# Your assignment
Whenever a line in the entries below contains the string "БАТЮКА", copy that line.

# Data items
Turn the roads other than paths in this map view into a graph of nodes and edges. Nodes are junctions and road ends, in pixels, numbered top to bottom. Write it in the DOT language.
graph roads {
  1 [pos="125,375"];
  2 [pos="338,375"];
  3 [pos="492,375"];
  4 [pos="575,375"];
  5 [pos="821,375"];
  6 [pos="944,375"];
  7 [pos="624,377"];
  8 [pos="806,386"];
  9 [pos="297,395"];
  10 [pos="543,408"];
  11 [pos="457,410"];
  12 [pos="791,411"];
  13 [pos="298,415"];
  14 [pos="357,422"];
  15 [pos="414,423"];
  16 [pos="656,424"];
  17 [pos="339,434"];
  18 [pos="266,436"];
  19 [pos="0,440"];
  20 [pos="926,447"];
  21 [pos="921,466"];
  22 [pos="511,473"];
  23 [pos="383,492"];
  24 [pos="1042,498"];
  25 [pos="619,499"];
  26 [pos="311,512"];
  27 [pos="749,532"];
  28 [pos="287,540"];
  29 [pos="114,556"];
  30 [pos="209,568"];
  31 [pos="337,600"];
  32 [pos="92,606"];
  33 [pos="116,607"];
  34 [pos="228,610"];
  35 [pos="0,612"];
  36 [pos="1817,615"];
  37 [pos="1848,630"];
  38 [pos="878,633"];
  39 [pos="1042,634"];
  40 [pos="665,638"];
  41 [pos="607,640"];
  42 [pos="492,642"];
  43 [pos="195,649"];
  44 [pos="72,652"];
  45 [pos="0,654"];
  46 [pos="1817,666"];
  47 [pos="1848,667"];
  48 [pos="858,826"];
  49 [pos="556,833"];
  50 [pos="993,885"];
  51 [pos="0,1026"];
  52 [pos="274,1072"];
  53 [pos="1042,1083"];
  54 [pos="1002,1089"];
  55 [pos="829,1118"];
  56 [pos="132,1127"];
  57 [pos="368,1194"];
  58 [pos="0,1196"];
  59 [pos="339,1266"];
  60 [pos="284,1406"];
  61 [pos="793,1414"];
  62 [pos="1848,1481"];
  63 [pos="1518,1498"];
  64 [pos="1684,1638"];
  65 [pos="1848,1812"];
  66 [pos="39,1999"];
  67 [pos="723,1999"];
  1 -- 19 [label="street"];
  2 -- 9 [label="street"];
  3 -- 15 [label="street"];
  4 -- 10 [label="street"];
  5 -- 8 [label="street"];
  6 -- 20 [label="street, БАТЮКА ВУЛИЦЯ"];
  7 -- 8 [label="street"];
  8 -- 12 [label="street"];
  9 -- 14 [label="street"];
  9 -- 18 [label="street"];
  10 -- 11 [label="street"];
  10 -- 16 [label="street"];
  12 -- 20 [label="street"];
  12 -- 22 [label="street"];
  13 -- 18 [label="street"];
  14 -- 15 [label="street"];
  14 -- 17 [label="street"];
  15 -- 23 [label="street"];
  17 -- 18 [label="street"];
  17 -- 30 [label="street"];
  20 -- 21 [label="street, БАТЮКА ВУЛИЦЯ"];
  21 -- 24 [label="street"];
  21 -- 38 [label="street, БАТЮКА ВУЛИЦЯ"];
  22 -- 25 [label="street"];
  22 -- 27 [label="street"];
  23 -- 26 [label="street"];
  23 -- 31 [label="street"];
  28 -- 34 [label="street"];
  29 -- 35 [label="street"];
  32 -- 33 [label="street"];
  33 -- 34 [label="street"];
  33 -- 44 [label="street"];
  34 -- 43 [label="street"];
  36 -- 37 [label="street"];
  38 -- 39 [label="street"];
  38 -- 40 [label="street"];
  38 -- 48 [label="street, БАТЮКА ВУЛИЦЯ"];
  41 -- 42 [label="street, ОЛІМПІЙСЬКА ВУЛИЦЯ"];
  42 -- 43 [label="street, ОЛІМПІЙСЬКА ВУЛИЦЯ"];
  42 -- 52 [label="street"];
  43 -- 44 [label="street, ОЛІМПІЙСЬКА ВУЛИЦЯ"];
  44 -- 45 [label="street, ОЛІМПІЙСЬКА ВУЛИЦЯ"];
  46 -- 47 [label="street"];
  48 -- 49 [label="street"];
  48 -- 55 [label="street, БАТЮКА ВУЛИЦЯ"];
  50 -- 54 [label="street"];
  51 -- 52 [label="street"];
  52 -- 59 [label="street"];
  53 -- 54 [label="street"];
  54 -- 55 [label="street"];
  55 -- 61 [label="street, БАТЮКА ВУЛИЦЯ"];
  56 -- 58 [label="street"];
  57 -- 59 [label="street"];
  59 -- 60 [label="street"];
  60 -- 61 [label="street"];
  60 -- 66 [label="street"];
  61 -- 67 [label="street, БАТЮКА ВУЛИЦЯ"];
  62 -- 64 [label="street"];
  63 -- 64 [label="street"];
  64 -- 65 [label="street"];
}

# Response to this task
  6 -- 20 [label="street, БАТЮКА ВУЛИЦЯ"];
  20 -- 21 [label="street, БАТЮКА ВУЛИЦЯ"];
  21 -- 38 [label="street, БАТЮКА ВУЛИЦЯ"];
  38 -- 48 [label="street, БАТЮКА ВУЛИЦЯ"];
  48 -- 55 [label="street, БАТЮКА ВУЛИЦЯ"];
  55 -- 61 [label="street, БАТЮКА ВУЛИЦЯ"];
  61 -- 67 [label="street, БАТЮКА ВУЛИЦЯ"];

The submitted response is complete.